The idea of combining McFly with Busted is one that used to only exist in fantasies. But now that it’s real, will it be everything that we expected? After a long build up, McBusted’s self-titled debut album is finally here. Lead single, Air Guitar, is iconic of the band’s sound. Remember all that 90s and early 00s rock you used to love? McBusted restore it in 2014 – something many of us never considered possible.
The album features some exciting guests including Mark Hoppus of Blink 182 who performs on Hate Your Guts.

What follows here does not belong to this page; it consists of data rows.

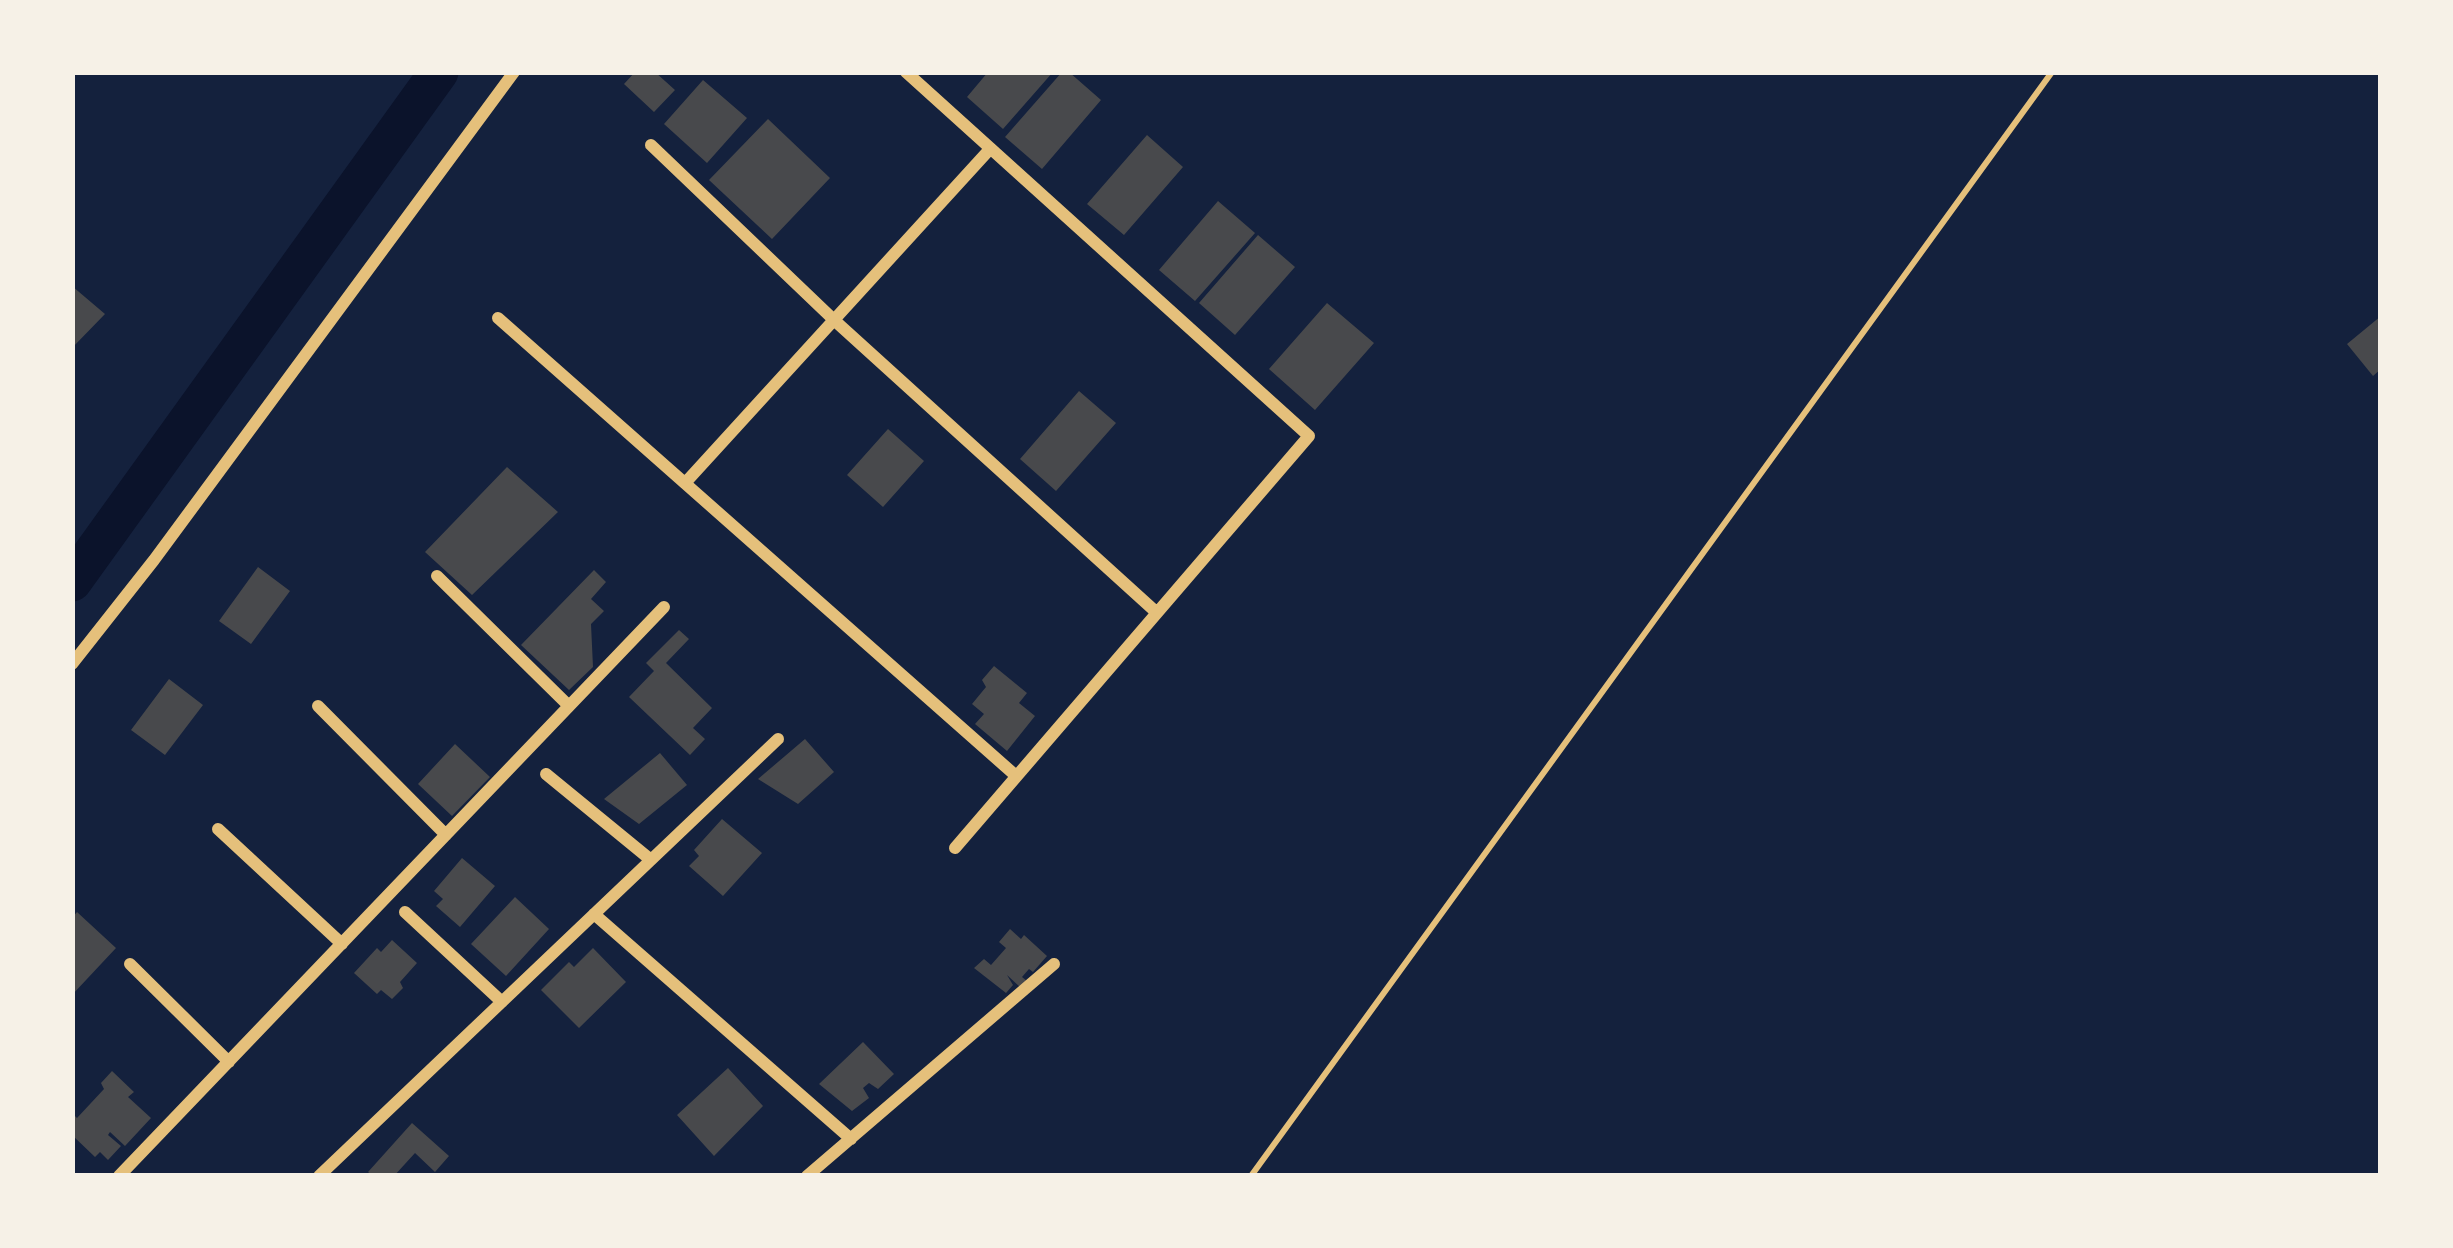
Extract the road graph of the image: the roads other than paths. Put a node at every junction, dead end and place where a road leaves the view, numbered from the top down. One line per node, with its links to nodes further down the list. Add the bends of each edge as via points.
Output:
1 (514, 72): 12 (street)
2 (905, 72): 5 (street)
3 (2052, 72): 33 (lane)
4 (651, 145): 7 (street)
5 (990, 148): 7 (street); 11 (street, via 1309,436)
6 (498, 318): 8 (street)
7 (834, 320): 8 (street); 11 (street)
8 (686, 482): 17 (street)
9 (437, 576): 14 (street)
10 (664, 607): 14 (street)
11 (1156, 612): 17 (street)
12 (72, 664)
13 (318, 706): 19 (street)
14 (569, 706): 19 (street)
15 (778, 739): 21 (street)
16 (546, 774): 21 (street)
17 (1015, 775): 20 (street)
18 (218, 829): 24 (street)
19 (446, 835): 24 (street)
20 (955, 848)
21 (651, 860): 23 (street)
22 (405, 912): 27 (street)
23 (595, 914): 27 (street); 29 (street)
24 (342, 944): 28 (street)
25 (130, 964): 28 (street)
26 (1054, 964): 29 (street)
27 (502, 1002): 31 (street)
28 (229, 1062): 30 (street)
29 (850, 1138): 32 (street)
30 (119, 1176)
31 (319, 1176)
32 (807, 1176)
33 (1251, 1176)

He delivers many comic lines including: “I hope your favourite TV show fails to record”. However, my personal favourite line from the album has to be: “You were Hannah Montana but now you’re licking things like Miley” from Before You Knew Me. This is just a tiny example of the genius lyrics that McBusted have come up with - believe me when I promise you that there are plenty more where these came from. As a result, both Hate Your Guts and Before You Knew Me are quirky and hilarious, giving McBusted a unique identity in the music industry.

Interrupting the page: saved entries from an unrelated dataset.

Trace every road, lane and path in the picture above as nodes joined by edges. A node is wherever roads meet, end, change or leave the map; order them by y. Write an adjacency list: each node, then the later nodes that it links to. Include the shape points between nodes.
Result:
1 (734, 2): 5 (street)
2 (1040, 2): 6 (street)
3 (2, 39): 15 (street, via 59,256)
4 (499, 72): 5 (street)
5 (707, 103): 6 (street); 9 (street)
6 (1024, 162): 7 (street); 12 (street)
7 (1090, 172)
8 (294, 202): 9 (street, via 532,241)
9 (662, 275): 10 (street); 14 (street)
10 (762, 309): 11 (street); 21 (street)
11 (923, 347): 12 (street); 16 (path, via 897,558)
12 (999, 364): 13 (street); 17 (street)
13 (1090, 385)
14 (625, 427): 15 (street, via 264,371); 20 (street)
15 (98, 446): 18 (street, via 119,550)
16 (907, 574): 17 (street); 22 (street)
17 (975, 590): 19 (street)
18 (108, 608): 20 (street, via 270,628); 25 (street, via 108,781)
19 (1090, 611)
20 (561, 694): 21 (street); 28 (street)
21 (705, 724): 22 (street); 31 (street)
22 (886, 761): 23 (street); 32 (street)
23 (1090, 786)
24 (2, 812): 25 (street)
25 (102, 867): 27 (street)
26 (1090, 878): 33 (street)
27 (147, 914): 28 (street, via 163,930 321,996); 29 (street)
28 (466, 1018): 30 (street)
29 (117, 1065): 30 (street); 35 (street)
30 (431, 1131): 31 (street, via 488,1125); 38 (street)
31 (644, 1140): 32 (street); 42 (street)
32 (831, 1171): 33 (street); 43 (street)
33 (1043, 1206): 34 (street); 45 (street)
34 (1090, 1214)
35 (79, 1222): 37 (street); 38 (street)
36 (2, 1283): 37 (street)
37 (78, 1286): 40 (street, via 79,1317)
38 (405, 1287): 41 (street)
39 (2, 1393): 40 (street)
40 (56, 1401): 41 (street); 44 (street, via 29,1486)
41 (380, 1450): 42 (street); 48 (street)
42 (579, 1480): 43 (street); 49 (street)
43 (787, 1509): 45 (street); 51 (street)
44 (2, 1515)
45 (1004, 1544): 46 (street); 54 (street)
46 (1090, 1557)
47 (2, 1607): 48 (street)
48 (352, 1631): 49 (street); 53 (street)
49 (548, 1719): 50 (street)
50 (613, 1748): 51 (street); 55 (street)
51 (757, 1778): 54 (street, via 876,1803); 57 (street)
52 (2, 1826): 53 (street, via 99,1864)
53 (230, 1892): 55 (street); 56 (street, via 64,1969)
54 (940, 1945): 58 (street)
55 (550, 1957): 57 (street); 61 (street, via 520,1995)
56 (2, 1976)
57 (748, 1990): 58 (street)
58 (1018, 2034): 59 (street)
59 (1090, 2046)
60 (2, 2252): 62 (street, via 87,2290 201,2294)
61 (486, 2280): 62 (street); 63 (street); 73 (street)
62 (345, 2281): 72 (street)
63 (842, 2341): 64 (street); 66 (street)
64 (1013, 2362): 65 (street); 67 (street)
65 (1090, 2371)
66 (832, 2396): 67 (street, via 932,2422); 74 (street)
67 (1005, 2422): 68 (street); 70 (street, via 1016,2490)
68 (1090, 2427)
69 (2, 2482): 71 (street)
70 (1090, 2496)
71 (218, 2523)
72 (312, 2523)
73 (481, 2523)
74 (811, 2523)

The second single, Get Over It, doesn’t just have an upbeat and catchy chorus - All Time Low’s Alex Gaskarth also features to please your ears. What’s more, Get Over It is one of those positive songs that avoids being over-the-top and it’s ideal to play first thing in the morning. But that’s not all of the collaborations on McBusted. Weezer’s frontman, Rivers Cuomo, makes an appearance on Getting It Out and it seems as though his influence has caused McBusted to delve further into their rock side, a great result as it completely suits them. With a traditional guitar solo and an emphasised focus on drums, Getting It Out is the ideal headbanging track.
The album shows many strengths, including great lyrics, striking harmonies, and originality. Written shortly after Busted’s break-up, What Happened To Your Band exhibits an astounding vocal range and group chants that are powerful enough to excite an arena. That’s not to say that they can’t do acoustic – Beautiful Girls Are The Loneliest demonstrates that McBusted can compose interesting acoustic layers and adapt strings to create emotional slow tracks that are just as strong as their heavier ones. It’s stripped back to capture the brilliant raw vocals of James Bourne – my only complaint is that there aren’t more of these delicate acoustic tracks.

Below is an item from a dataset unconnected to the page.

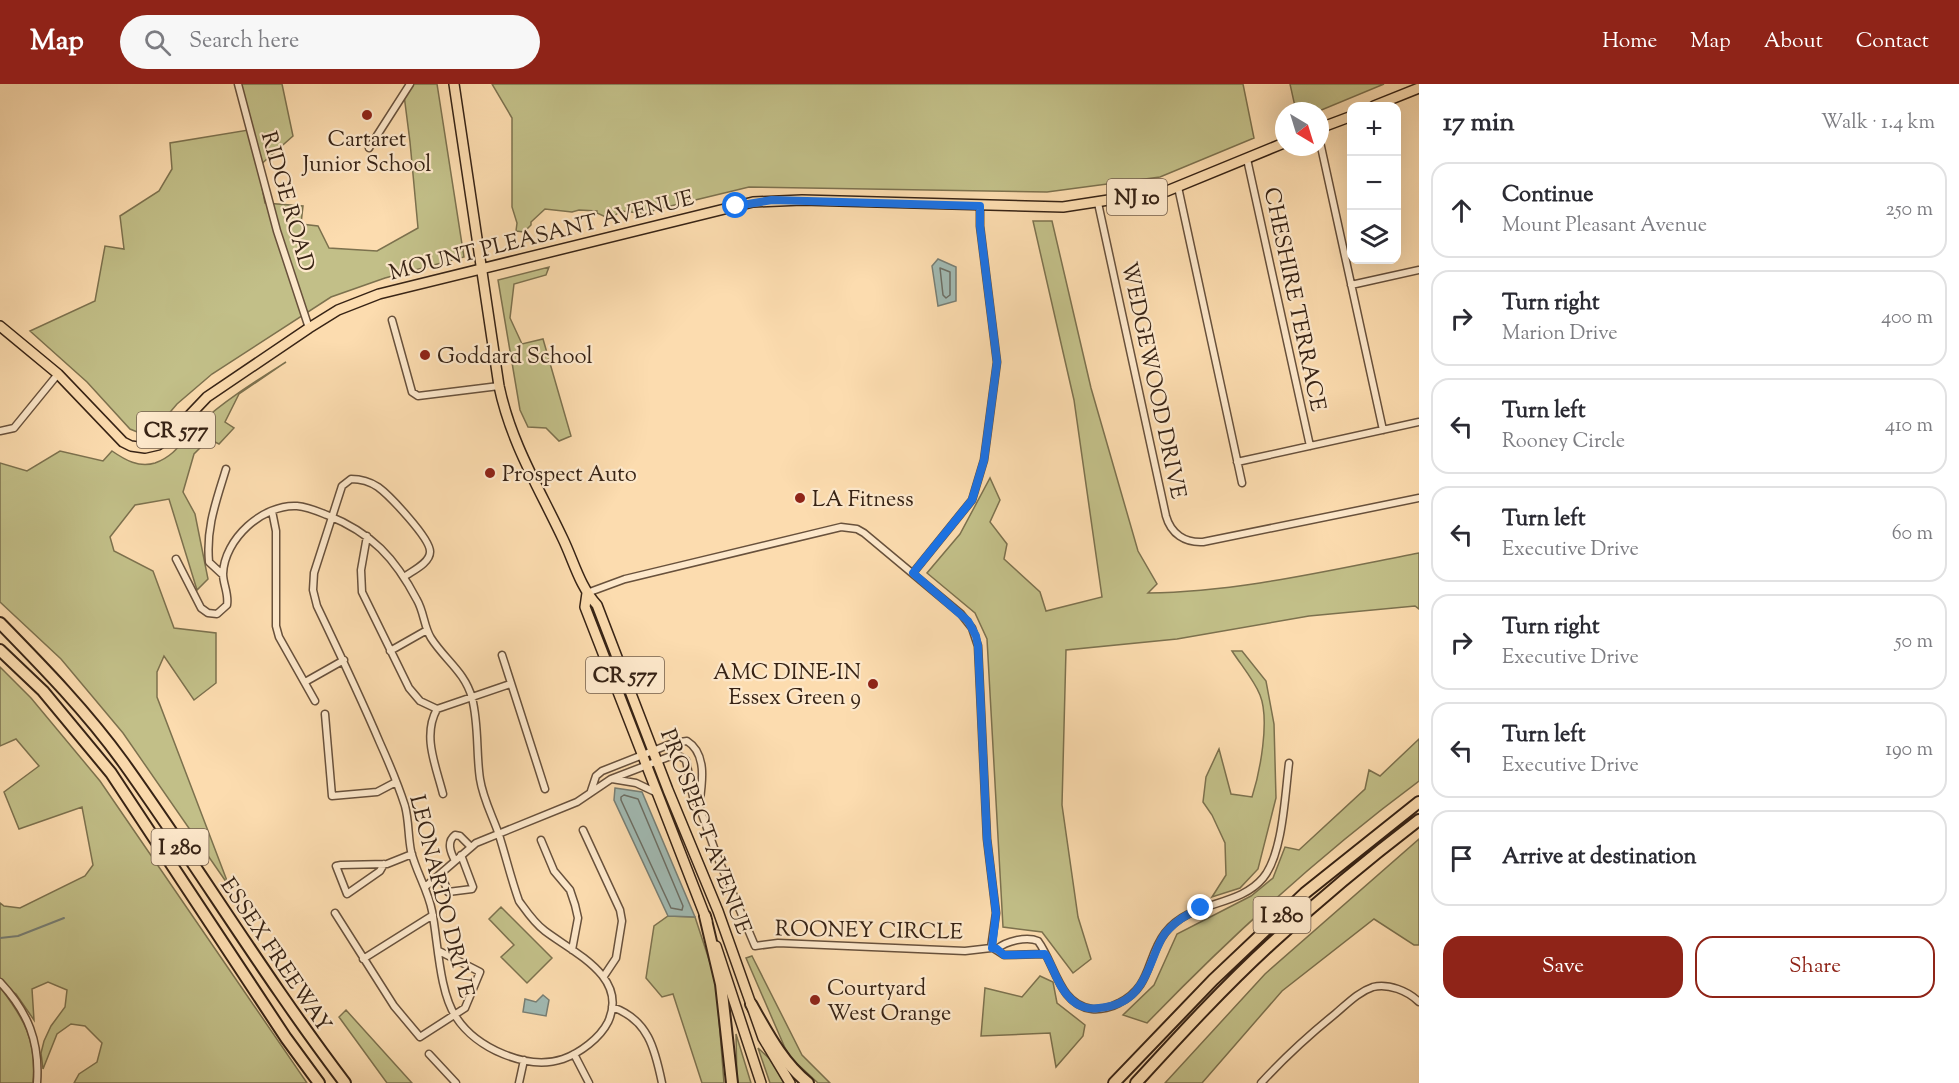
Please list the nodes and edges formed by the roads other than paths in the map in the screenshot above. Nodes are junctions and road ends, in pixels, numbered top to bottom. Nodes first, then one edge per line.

As McBusted progresses, the album doesn’t deteriorate – far from it. Gone is an emotional anthem; its autobiographical nature is both liberating and moving. For this reason, Gone would be extremely fitting for the climactic scene of a dramatic film. McBusted doesn’t even falter on the deluxe edition which has an extra three tracks; all of them are definitely worthy of a position on the standard album. Plus, it’s wonderful to witness the friendship between these guys as it really comes across in the album, making both McBusted and their record honest and genuine. Therefore, songs like Back In Time, 23:59 and In Da Club are upbeat and perfect party jams, revealing just how fun McBusted are.
From the drums that open I See Red, it’s obvious that this is one of the best songs on the album. It’s an explosion of anger, jealousy, love, hate, and passion. I See Red best represents the album as a whole, from the fast-paced drumming to the slow bridge, it incorporates the tone of each of the other songs in under three minutes.
Yet McBusted is not without fault. Riding On My Bike is a weaker track because of the inclusion of computer-like sound effects that makes the whole ensemble feel forced. The more I listen to it, the more irritating it gets, making it a track that I will forever be skipping when it appears on shuffle. As well as this, there is an obvious imbalance between fast rock songs and slower tracks. However, we can let these minor flaws slide as they’re overshadowed by the velocity of skilfully constructed tunes. With some excellent collaborations, creative guitar riffs, and a sound that takes us on a trip back to the 90s, I am certain this album is going to please many.